• What the task asks
Below are some records; find each line that carries the word "Write" and copy it.

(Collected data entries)
>>>>

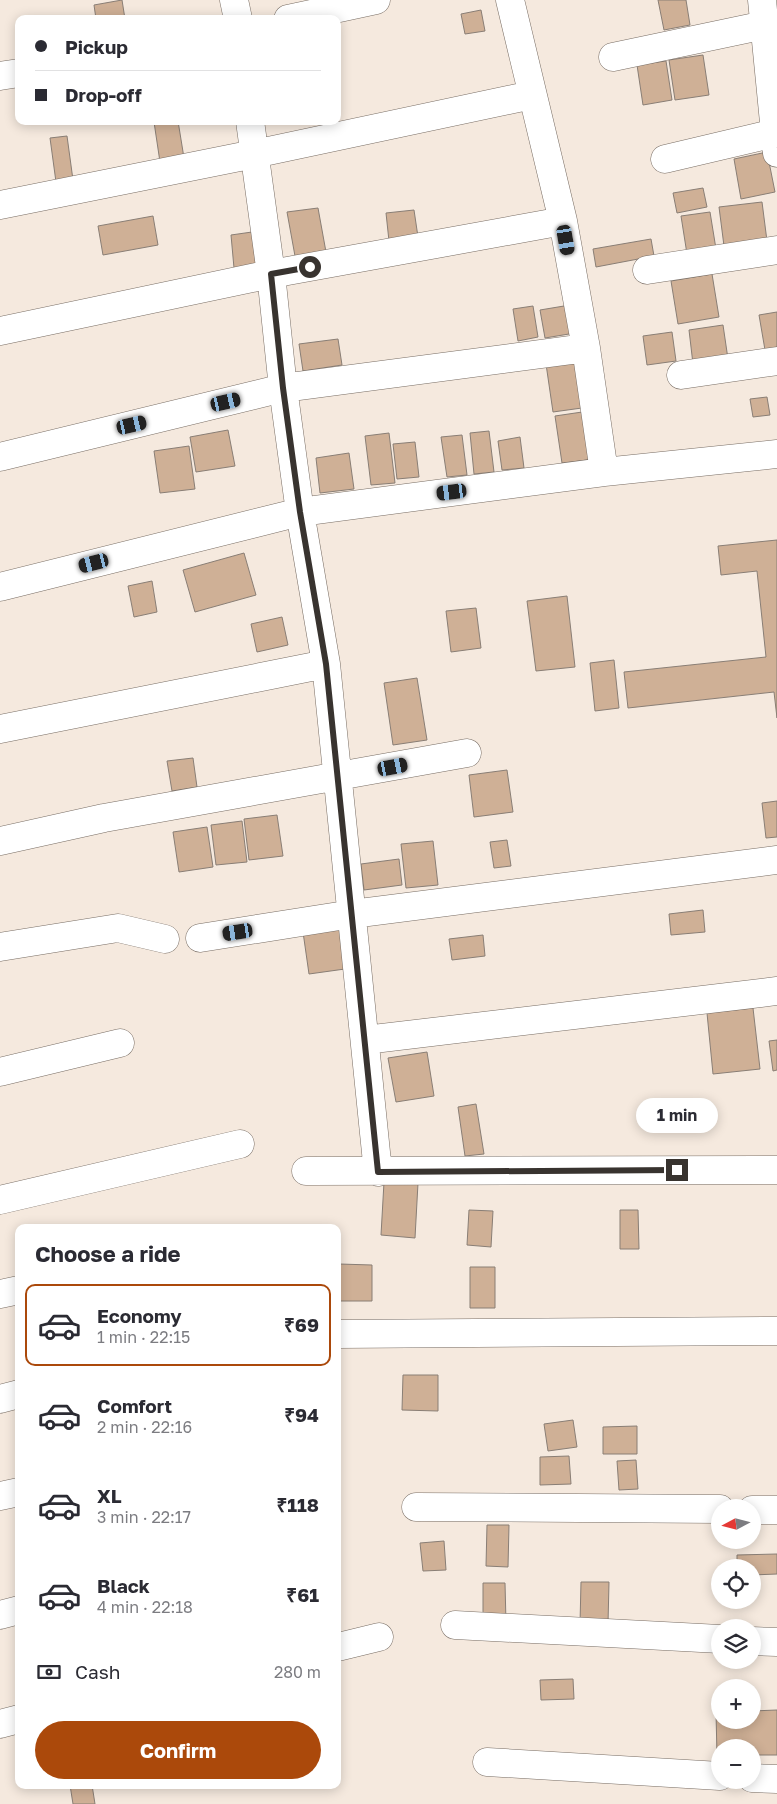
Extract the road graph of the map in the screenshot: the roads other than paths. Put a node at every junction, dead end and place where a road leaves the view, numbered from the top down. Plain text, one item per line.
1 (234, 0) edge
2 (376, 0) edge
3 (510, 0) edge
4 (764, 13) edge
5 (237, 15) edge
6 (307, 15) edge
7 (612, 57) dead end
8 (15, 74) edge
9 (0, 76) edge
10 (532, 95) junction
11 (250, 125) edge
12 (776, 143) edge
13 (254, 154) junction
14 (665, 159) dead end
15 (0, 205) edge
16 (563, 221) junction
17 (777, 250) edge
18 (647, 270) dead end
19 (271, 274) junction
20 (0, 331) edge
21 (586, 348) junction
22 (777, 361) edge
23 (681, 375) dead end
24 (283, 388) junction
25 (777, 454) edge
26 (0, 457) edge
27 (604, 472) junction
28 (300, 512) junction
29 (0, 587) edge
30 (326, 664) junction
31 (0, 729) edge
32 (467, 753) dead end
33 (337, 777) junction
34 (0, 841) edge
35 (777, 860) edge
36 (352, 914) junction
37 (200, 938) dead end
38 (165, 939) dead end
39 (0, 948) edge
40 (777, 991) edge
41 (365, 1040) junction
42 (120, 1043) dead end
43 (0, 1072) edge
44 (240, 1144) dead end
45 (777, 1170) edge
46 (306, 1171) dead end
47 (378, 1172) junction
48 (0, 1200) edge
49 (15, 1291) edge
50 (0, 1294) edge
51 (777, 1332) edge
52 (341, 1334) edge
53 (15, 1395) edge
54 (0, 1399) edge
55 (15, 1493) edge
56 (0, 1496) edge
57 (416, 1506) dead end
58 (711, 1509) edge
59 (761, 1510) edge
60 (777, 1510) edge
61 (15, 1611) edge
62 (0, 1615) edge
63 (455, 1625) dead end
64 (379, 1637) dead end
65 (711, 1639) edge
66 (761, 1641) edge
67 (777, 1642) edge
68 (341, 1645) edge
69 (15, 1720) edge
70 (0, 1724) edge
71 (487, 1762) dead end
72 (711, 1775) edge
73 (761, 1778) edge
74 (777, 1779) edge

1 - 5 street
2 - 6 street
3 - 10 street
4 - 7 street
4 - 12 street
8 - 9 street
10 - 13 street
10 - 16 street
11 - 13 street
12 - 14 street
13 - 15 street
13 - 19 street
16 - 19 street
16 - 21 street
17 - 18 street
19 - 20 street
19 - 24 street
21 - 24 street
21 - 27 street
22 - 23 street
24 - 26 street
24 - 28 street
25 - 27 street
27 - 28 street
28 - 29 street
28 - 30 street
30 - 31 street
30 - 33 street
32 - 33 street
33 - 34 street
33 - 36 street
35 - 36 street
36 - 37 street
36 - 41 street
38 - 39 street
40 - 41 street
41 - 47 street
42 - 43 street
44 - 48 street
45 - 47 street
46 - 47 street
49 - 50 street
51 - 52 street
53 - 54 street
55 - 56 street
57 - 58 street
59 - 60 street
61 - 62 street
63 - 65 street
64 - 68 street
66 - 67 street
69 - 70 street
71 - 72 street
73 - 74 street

<<<<
>>>>

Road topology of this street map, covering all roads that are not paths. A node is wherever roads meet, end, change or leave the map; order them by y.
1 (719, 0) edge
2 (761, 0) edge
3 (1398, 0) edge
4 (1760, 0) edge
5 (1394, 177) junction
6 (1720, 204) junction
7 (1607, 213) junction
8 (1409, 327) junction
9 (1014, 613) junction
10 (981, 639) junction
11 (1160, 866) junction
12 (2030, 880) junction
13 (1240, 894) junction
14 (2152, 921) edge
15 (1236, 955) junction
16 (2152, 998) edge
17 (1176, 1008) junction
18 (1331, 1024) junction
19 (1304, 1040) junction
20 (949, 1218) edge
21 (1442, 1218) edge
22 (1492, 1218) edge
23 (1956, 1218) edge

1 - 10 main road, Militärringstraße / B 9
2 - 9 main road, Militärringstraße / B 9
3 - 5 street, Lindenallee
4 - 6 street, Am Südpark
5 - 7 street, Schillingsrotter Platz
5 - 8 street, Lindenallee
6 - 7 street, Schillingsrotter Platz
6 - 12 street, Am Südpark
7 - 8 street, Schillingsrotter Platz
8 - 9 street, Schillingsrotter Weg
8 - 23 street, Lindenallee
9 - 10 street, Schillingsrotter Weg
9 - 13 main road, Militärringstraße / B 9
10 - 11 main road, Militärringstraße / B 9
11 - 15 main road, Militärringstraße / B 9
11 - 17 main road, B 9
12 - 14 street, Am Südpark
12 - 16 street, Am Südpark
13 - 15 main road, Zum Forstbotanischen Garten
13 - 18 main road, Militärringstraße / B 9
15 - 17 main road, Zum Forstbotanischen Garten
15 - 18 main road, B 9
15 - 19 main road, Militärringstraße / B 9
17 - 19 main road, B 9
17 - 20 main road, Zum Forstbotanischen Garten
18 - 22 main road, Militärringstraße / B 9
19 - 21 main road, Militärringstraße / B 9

<<<<
>>>>

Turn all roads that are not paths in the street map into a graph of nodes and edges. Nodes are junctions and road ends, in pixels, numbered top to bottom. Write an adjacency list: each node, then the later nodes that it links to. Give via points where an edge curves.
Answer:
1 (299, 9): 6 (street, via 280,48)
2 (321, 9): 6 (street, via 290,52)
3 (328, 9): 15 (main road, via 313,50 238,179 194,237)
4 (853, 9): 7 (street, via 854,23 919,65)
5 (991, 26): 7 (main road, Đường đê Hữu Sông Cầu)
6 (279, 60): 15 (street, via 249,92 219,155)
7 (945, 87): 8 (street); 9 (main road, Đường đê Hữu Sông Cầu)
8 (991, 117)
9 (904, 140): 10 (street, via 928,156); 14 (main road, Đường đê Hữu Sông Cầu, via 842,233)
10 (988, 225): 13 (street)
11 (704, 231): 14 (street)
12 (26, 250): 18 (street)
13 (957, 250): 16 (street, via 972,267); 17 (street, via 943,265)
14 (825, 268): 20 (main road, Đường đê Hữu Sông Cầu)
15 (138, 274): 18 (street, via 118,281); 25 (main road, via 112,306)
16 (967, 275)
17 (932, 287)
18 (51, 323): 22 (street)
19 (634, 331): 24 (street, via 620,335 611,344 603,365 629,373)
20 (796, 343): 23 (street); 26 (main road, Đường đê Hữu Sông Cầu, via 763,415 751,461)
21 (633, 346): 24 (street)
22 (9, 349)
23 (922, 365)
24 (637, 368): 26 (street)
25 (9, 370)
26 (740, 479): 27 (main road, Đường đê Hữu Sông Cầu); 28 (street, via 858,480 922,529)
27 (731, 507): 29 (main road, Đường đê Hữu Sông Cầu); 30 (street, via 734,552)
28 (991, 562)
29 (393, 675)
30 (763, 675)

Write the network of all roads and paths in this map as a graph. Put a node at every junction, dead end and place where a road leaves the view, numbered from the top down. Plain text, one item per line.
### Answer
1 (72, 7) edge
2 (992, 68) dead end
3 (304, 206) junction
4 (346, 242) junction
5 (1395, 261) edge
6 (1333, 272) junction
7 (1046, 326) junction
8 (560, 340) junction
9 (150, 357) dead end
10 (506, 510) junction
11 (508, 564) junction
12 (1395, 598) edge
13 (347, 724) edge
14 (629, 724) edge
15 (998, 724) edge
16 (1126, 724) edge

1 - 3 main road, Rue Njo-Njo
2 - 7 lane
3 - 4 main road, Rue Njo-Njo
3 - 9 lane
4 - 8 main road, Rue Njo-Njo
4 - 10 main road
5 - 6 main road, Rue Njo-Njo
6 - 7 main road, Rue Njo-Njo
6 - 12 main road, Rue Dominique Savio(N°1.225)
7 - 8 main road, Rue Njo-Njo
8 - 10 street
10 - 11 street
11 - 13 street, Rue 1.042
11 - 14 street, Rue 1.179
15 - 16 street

<<<<

• Response
Turn all roads that are not paths in the street map into a graph of nodes and edges. Nodes are junctions and road ends, in pixels, numbered top to bottom. Write an adjacency list: each node, then the later nodes that it links to. Give via points where an edge curves.
Write the network of all roads and paths in this map as a graph. Put a node at every junction, dead end and place where a road leaves the view, numbered from the top down. Plain text, one item per line.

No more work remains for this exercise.